The Federal natural gas act, which the court in the Panhandle-Indiana Case thus construed as permitting State regulation of the sale of natural gas by Panhandle direct to industrial users for their own consumption, reads as follows:

"The provisions of this chapter shall apply to the transportation of natural gas in interstate commerce, to the sale in interstate commerce of natural gas for resale for ultimate public consumption for domestic, commercial, industrial, or any other use, and to natural-gas companies engaged in such transportation or sale, but shall not apply to any other transportation or sale of natural gas or to the local distribution of natural gas or to the facilities used for such distribution or to the production or gathering of natural gas. (June 21, 1938, ch 556, § 1, 52 Stat 821.)" 15 USC (1946 ed), ch 15B, § 717, subd (b).

Since this case was argued and submitted, we have requested counsel to file further briefs limited to the question now before us, and such briefs have been filed. The questions asked of counsel were:

"1. If plaintiff now concedes that the rates may be regulated, how can this be done except through the Michigan public service commission? How can the latter legally regulate without Panhandle submitting itself to its jurisdiction by securing a certificate?
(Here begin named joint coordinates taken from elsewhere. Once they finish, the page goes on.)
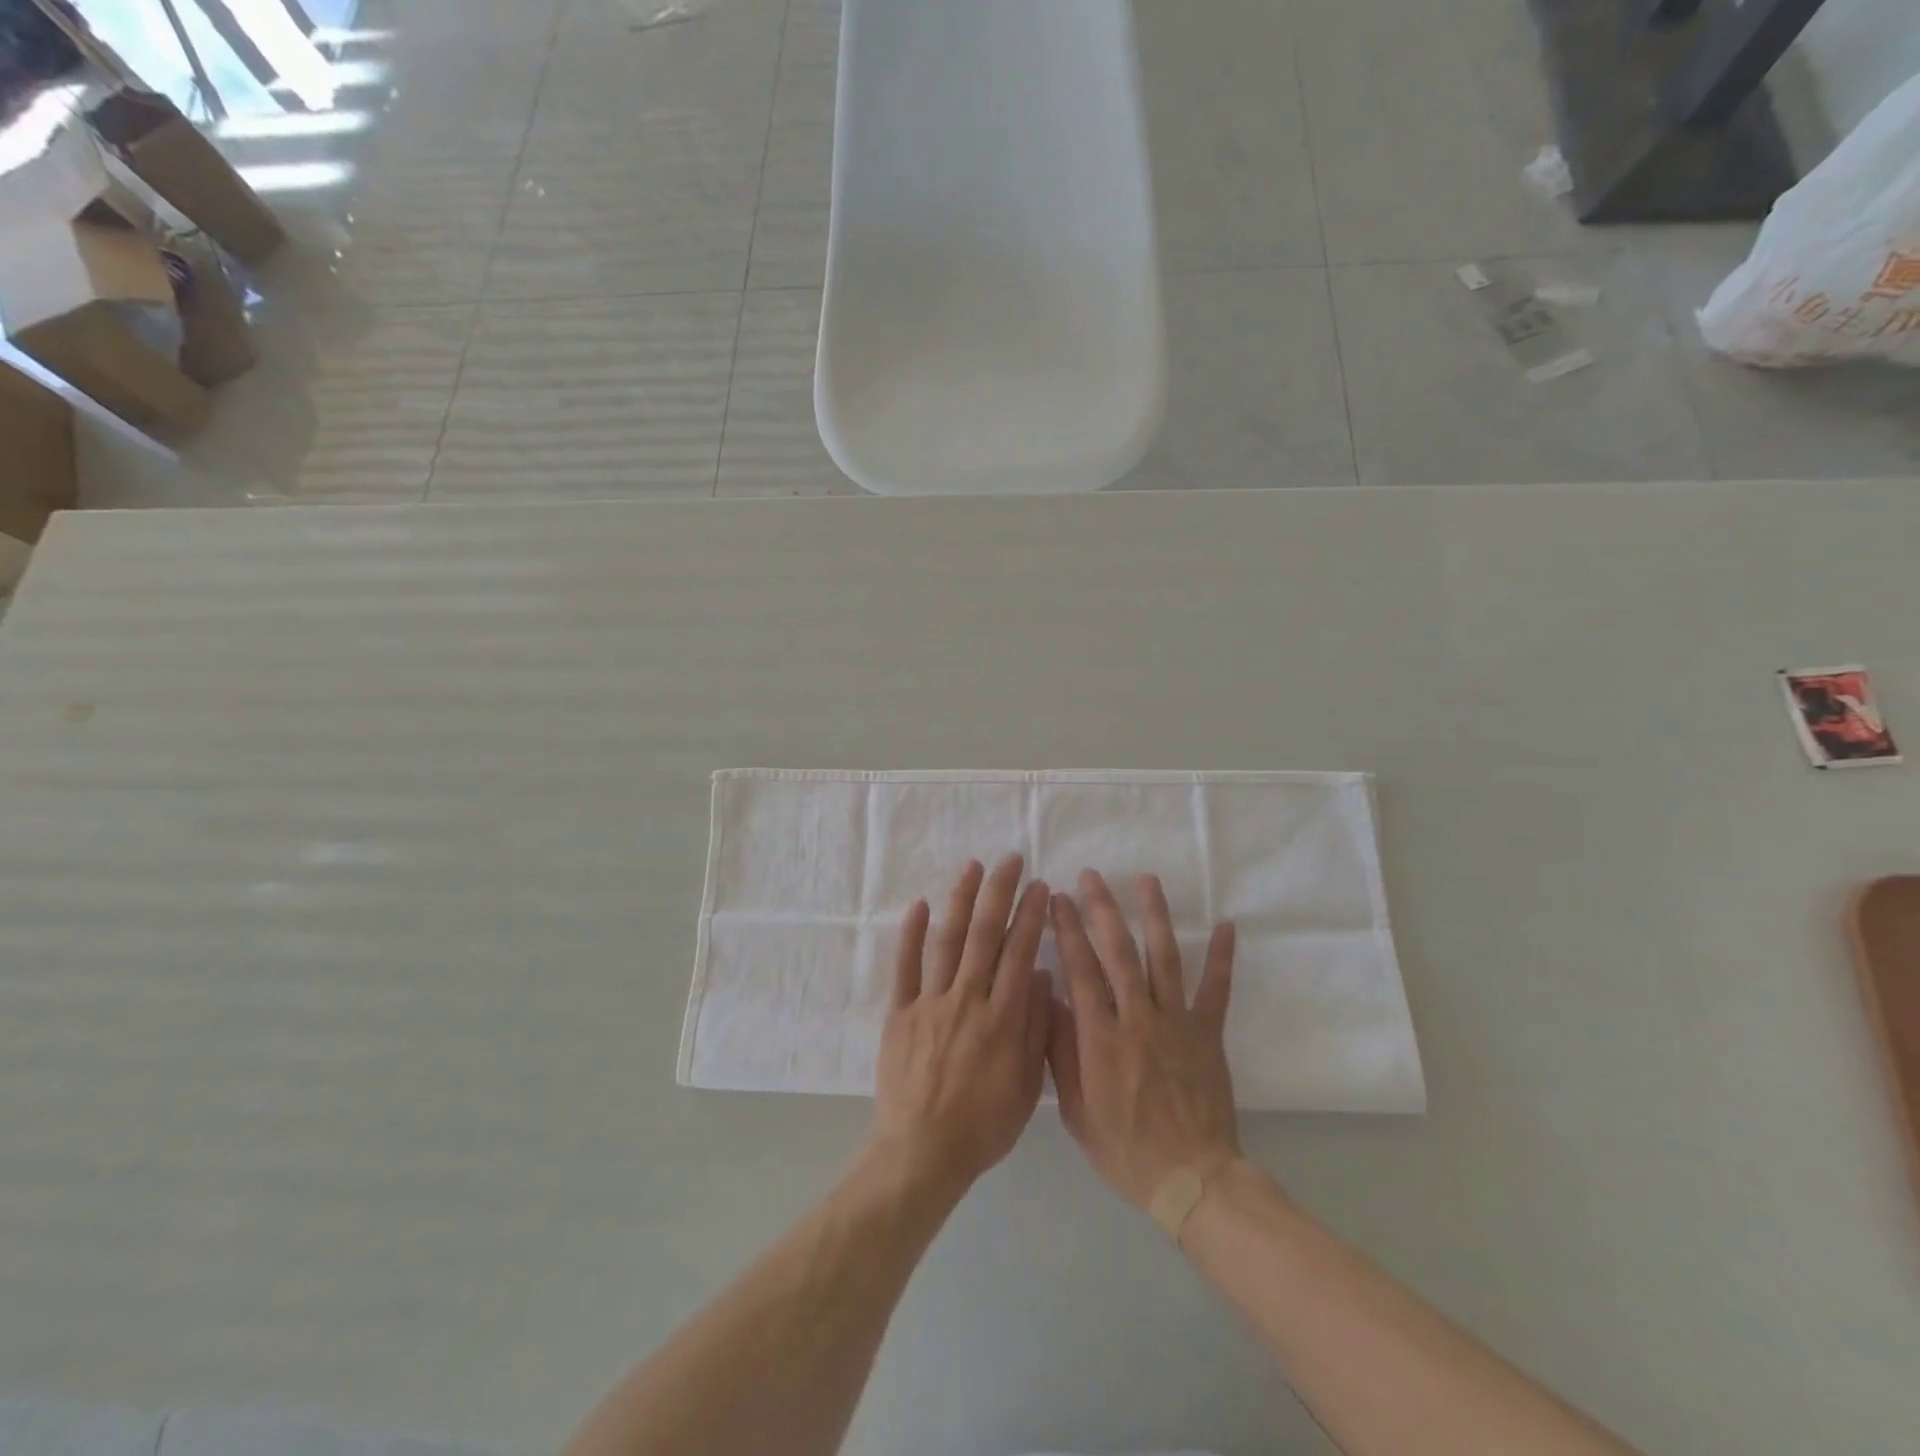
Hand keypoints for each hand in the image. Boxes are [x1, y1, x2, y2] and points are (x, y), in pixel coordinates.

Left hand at [868, 855, 1052, 1199]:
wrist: (922, 1153)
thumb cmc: (983, 1124)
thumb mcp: (1026, 1085)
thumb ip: (1035, 1028)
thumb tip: (1041, 976)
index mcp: (1003, 1018)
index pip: (1020, 953)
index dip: (1030, 916)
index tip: (1038, 886)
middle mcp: (968, 999)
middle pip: (986, 936)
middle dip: (999, 893)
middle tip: (1010, 860)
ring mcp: (930, 1003)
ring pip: (948, 941)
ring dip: (960, 900)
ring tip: (972, 867)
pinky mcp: (900, 1013)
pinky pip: (905, 967)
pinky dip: (911, 934)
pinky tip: (919, 905)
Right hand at [1048, 871, 1241, 1208]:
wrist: (1191, 1180)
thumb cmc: (1125, 1148)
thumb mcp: (1075, 1110)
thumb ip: (1061, 1052)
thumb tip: (1048, 999)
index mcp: (1102, 1037)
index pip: (1080, 969)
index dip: (1067, 930)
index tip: (1057, 898)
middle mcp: (1138, 1018)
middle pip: (1118, 952)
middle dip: (1102, 909)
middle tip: (1090, 876)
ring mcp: (1177, 1022)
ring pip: (1165, 958)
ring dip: (1155, 915)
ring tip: (1146, 880)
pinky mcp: (1209, 1033)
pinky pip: (1217, 989)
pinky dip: (1222, 956)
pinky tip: (1226, 924)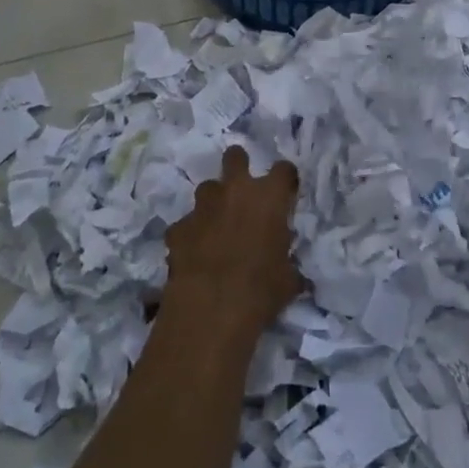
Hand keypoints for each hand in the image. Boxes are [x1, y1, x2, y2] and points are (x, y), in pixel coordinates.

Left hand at [163, 147, 301, 338]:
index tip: (285, 194)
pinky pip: (185, 224)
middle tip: (243, 190)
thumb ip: (288, 261)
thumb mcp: (287, 279)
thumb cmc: (260, 291)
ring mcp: (202, 206)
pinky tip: (194, 254)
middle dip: (238, 166)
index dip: (285, 180)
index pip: (283, 170)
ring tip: (217, 226)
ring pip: (207, 188)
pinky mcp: (178, 227)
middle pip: (235, 156)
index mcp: (268, 197)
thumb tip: (291, 268)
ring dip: (213, 202)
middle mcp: (235, 190)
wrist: (209, 310)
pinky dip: (190, 234)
"2. Has Panhandle the right to sell natural gas direct to consumers for their own use and not for resale without a certificate of public convenience and necessity from the Michigan public service commission — in other words, is the authority of Michigan public service commission over such sales limited to regulation of rates and services?"

*662 The issue in this Court has been narrowed down since the decree was entered from which the defendant and the intervening defendant have appealed. The bill of complaint filed in the circuit court by Panhandle, likewise the decree entered there by that court, and the appeal to this Court, in 1946, preceded the decision of the United States supreme court in the Panhandle-Indiana Case, supra (December, 1947). Originally, the bill of complaint filed by Panhandle asked that the Michigan public service commission be permanently restrained from interfering with the sale of natural gas by Panhandle to the Ford Motor Company or any other industrial consumers in this State. The decree, as entered, permanently restrains the Michigan public service commission "from interfering in the sale of natural gas by the Panhandle Eastern Pipe Line Company, its successors or assigns, to the Ford Motor Company or any other industrial consumers in the State of Michigan."

In this Court, since the decision of the United States supreme court in Panhandle-Indiana, supra, Panhandle concedes that "sales of natural gas transported in interstate commerce, when made directly to consumers, are subject to State regulation as to rates."

Therefore, Panhandle now limits the issue, in this Court, to the claim that it has the absolute right in this State to sell natural gas direct to consumers for their own consumption and not for resale, subject only to the State's "regulation" of rates and services. To further delimit the precise issue now before us, Panhandle now specifically claims the right to sell natural gas to the Ford Motor Company and other industrial consumers for their own use, not for resale, in a municipality where the defendant Michigan Consolidated Gas Company is engaged in such local business and rendering the same sort of *663 service; and claims the right to do so without any express authority, certificate, or approval from the Michigan public service commission, except as to rates.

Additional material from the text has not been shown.